:: EXERCISE DETAILS ::
Restate word for word all of the lines below, with each image left out.

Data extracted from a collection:
----

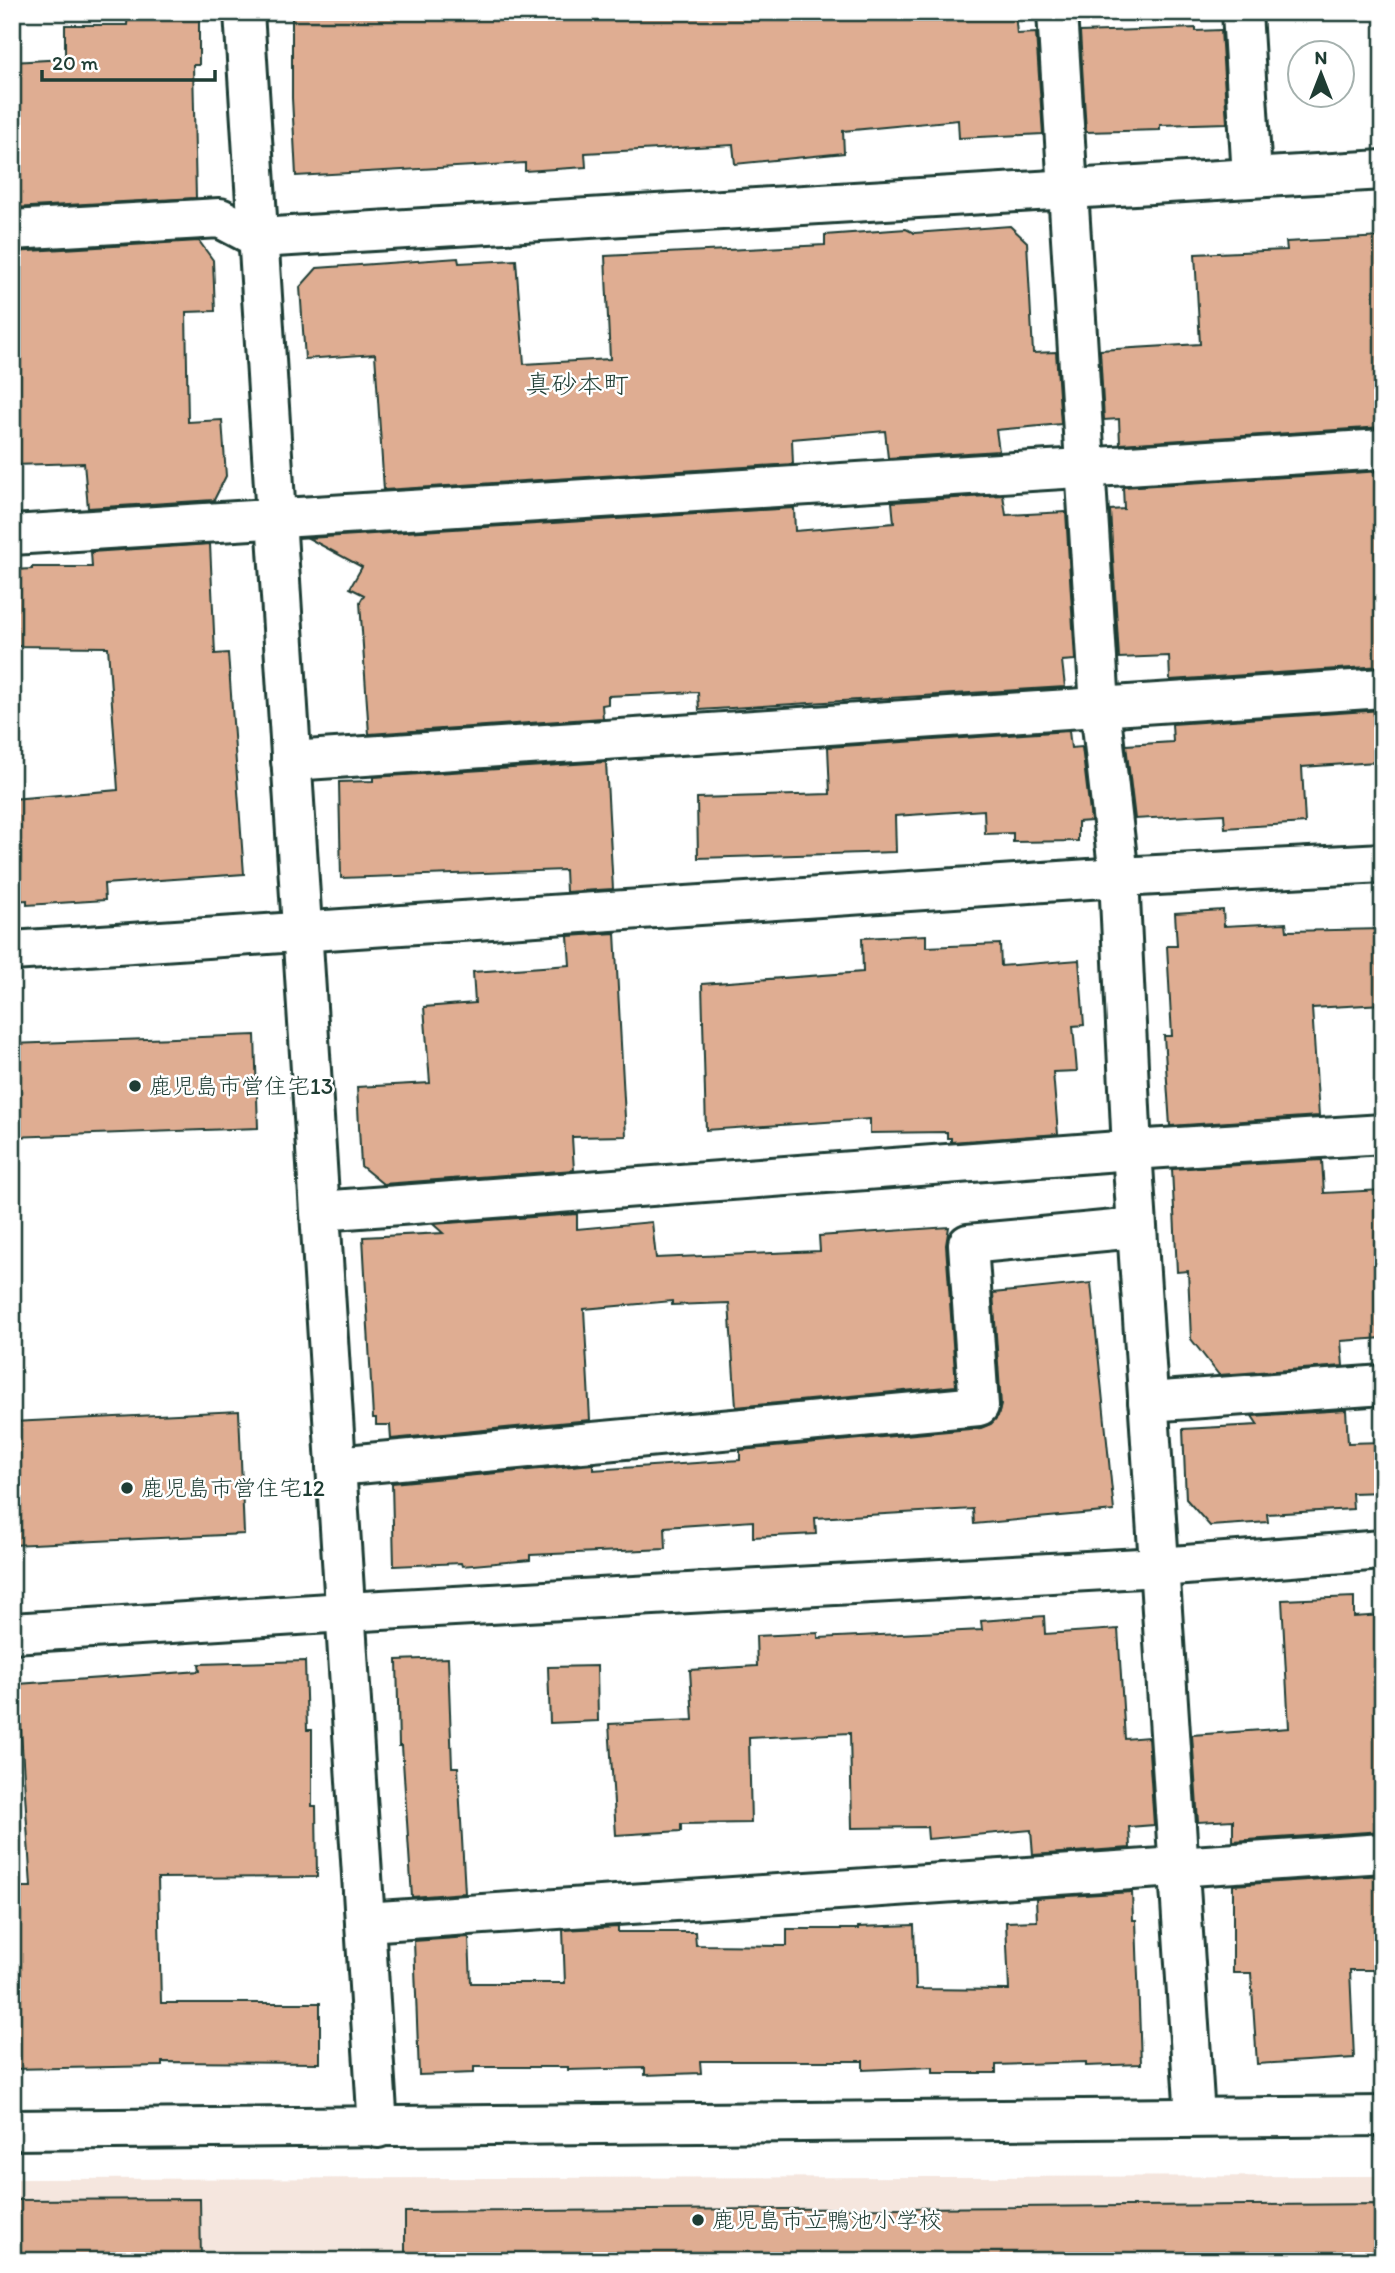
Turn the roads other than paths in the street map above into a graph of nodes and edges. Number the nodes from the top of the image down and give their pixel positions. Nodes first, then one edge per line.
1 (244, 12) edge
2 (1057, 12) edge
3 (1242, 12) edge
4 (1383, 170) edge
5 (1252, 177) junction
6 (1068, 189) junction
7 (12, 230) edge
8 (258, 238) junction
9 (1383, 449) edge
10 (1085, 468) junction
11 (276, 519) junction
12 (12, 536) edge
13 (1383, 688) edge
14 (1100, 707) junction
15 (291, 761) junction
16 (1383, 863) edge
17 (1119, 877) junction
18 (303, 932) junction
19 (12, 951) edge
20 (1383, 1134) edge
21 (1132, 1150) junction
22 (320, 1211) junction
23 (1136, 1228) junction
24 (1383, 1385) edge
25 (1148, 1402) junction
26 (336, 1466) junction
27 (1383, 1550) edge
28 (1158, 1567) junction
29 (345, 1612) junction
30 (12, 1633) edge
31 (1383, 1853) edge
32 (1179, 1868) junction
33 (365, 1922) junction
34 (1383, 2116) edge
35 (1195, 2117) junction
36 (378, 2128) junction
37 (12, 2130) edge

1 - 8 street
2 - 6 street
3 - 5 street
4 - 5 street
5 - 6 street
6 - 8 street
6 - 10 street
7 - 8 street
8 - 11 street
9 - 10 street
10 - 11 street
10 - 14 street
11 - 12 street
11 - 15 street
13 - 14 street
14 - 15 street
14 - 17 street
15 - 18 street
16 - 17 street
17 - 18 street
17 - 21 street
18 - 19 street
18 - 22 street
20 - 21 street
21 - 22 street
21 - 23 street
22 - 26 street
23 - 25 street
23 - 26 street
24 - 25 street
25 - 28 street
26 - 29 street
27 - 28 street
28 - 29 street
28 - 32 street
29 - 30 street
29 - 33 street
31 - 32 street
32 - 33 street
32 - 35 street
33 - 36 street
34 - 35 street
35 - 36 street
36 - 37 street

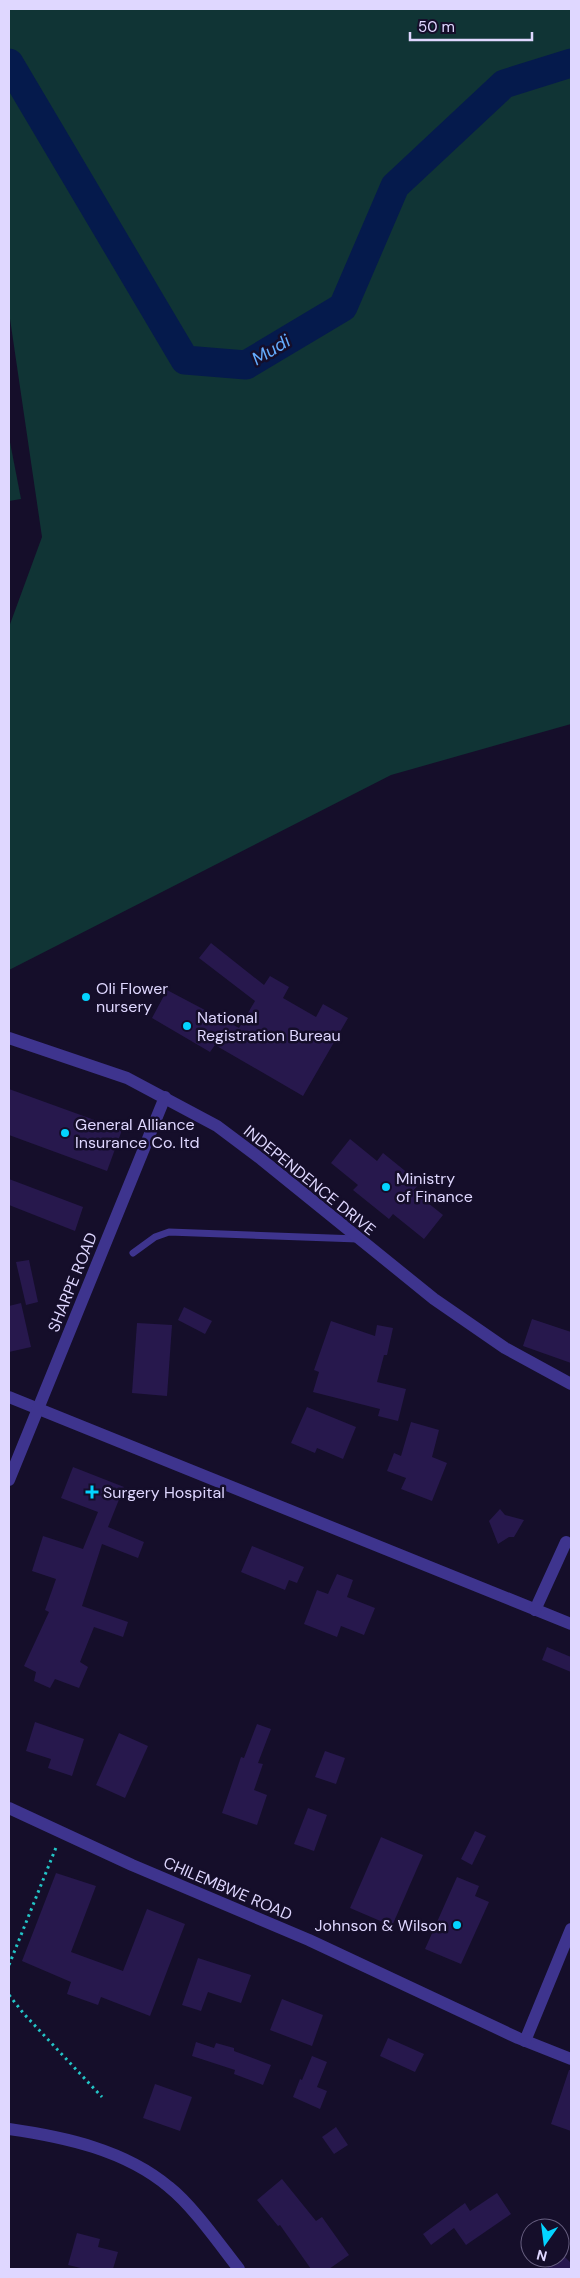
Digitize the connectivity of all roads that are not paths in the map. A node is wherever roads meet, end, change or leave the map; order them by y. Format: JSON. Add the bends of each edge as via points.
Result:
{"nodes":[{"id":1,"x":9,"y":1038,"type":"edge"},
{"id":2,"x":165,"y":1096,"type":"junction"},
{"id":3,"x":358,"y":1239,"type":"junction"},
{"id":4,"x":133,"y":1253,"type":"dead end"},
{"id":5,"x":571,"y":1384,"type":"edge"},
{"id":6,"x":9,"y":1397,"type":"edge"},
{"id":7,"x":38,"y":1410,"type":"junction"},
{"id":8,"x":9,"y":1480,"type":"edge"},
{"id":9,"x":566,"y":1542,"type":"dead end"},
{"id":10,"x":535,"y":1610,"type":"junction"},
{"id":11,"x":571,"y":1624,"type":"edge"},
{"id":12,"x":9,"y":1808,"type":"edge"},
{"id":13,"x":571,"y":1929,"type":"edge"},
{"id":14,"x":525,"y":2041,"type":"junction"},
{"id":15,"x":571,"y":2059,"type":"edge"},
{"id":16,"x":9,"y":2129,"type":"edge"},
{"id":17,"x":238,"y":2269,"type":"edge"}],
"edges":[{"from":1,"to":2,"type":"street","name":"INDEPENDENCE DRIVE","via":[[105,1069]]},
{"from":2,"to":3,"type":"street","name":"INDEPENDENCE DRIVE","via":[[217,1126]]},
{"from":2,"to":7,"type":"street","name":"SHARPE ROAD"},
{"from":3,"to":4,"type":"lane","via":[[169,1232],[155,1237]]},
{"from":3,"to":5,"type":"street","name":"INDEPENDENCE DRIVE","via":[[434,1299],[505,1348]]},
{"from":6,"to":7,"type":"street"},
{"from":7,"to":8,"type":"street","name":"SHARPE ROAD"},
{"from":7,"to":10,"type":"street"},
{"from":9,"to":10,"type":"street"},
{"from":10,"to":11,"type":"street"},
{"from":12,"to":14,"type":"street","name":"CHILEMBWE ROAD","via":[[132,1865],[310,1940]]},
{"from":13,"to":14,"type":"street"},
{"from":14,"to":15,"type":"street","name":"CHILEMBWE ROAD"},
{"from":16,"to":17,"type":"street","via":[[57,2136],[90,2146],[149,2172],[171,2188]]}]}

----

:: WRITTEN RESPONSE ::
Turn the roads other than paths in the street map above into a graph of nodes and edges. Number the nodes from the top of the image down and give their pixel positions. Nodes first, then one edge per line.
1 (244, 12) edge
2 (1057, 12) edge
3 (1242, 12) edge
4 (1383, 170) edge
5 (1252, 177) junction
6 (1068, 189) junction
7 (12, 230) edge
8 (258, 238) junction
9 (1383, 449) edge
10 (1085, 468) junction
11 (276, 519) junction
12 (12, 536) edge
13 (1383, 688) edge
14 (1100, 707) junction
15 (291, 761) junction
16 (1383, 863) edge
17 (1119, 877) junction
18 (303, 932) junction
19 (12, 951) edge
20 (1383, 1134) edge
21 (1132, 1150) junction
22 (320, 1211) junction
23 (1136, 1228) junction
24 (1383, 1385) edge
25 (1148, 1402) junction
26 (336, 1466) junction
27 (1383, 1550) edge
28 (1158, 1567) junction
29 (345, 1612) junction
30 (12, 1633) edge
31 (1383, 1853) edge
32 (1179, 1868) junction
33 (365, 1922) junction
34 (1383, 2116) edge
35 (1195, 2117) junction
36 (378, 2128) junction
37 (12, 2130) edge

1 - 8 street
2 - 6 street
3 - 5 street
4 - 5 street
5 - 6 street
6 - 8 street
6 - 10 street
7 - 8 street
8 - 11 street
9 - 10 street
10 - 11 street
10 - 14 street
11 - 12 street
11 - 15 street
13 - 14 street
14 - 15 street
14 - 17 street
15 - 18 street
16 - 17 street
17 - 18 street
17 - 21 street
18 - 19 street
18 - 22 street
20 - 21 street
21 - 22 street
21 - 23 street
22 - 26 street
23 - 25 street
23 - 26 street
24 - 25 street
25 - 28 street
26 - 29 street
27 - 28 street
28 - 29 street
28 - 32 street
29 - 30 street
29 - 33 street
31 - 32 street
32 - 33 street
32 - 35 street
33 - 36 street
34 - 35 street
35 - 36 street
36 - 37 street

Digitize the connectivity of all roads that are not paths in the map. A node is wherever roads meet, end, change or leave the map; order them by y. Format: JSON. Add the bends of each edge as via points.
Result:
{"nodes":[{"id":1,"x":9,"y":1038,"type":"edge"},
{"id":2,"x":165,"y":1096,"type":"junction"},
{"id":3,"x":358,"y":1239,"type":"junction"},
{"id":4,"x":133,"y":1253,"type":"dead end"},
{"id":5,"x":571,"y":1384,"type":"edge"},
{"id":6,"x":9,"y":1397,"type":"edge"},
{"id":7,"x":38,"y":1410,"type":"junction"},
{"id":8,"x":9,"y":1480,"type":"edge"},
{"id":9,"x":566,"y":1542,"type":"dead end"},
{"id":10,"x":535,"y":1610,"type":"junction"},
{"id":11,"x":571,"y":1624,"type":"edge"},
{"id":12,"x":9,"y":1808,"type":"edge"},
{"id":13,"x":571,"y":1929,"type":"edge"},
{"id":14,"x":525,"y":2041,"type":"junction"},
{"id":15,"x":571,"y":2059,"type":"edge"},
{"id":16,"x":9,"y":2129,"type":"edge"},
{"id":17,"x":238,"y":2269,"type":"edge"}],
"edges":[{"from":1,"to":2,"type":"street","name":"INDEPENDENCE DRIVE","via":[[105,1069]]},
{"from":2,"to":3,"type":"street","name":"INDEPENDENCE DRIVE","via":[[217,1126]]},
{"from":2,"to":7,"type":"street","name":"SHARPE ROAD"},
{"from":3,"to":4,"type":"lane","via":[[169,1232],[155,1237]]},
{"from":3,"to":5,"type":"street","name":"INDEPENDENCE DRIVE","via":[[434,1299],[505,1348]]},
{"from":6,"to":7,"type":"street"},
{"from":7,"to":8,"type":"street","name":"SHARPE ROAD"},
{"from":7,"to":10,"type":"street"},
{"from":9,"to":10,"type":"street"},
{"from":10,"to":11,"type":"street"},
{"from":12,"to":14,"type":"street","name":"CHILEMBWE ROAD","via":[[132,1865],[310,1940]]},
{"from":13,"to":14,"type":"street"},
{"from":14,"to":15,"type":"street","name":"CHILEMBWE ROAD"},
{"from":16,"to":17,"type":"street","via":[[57,2136],[90,2146],[149,2172],[171,2188]]}]}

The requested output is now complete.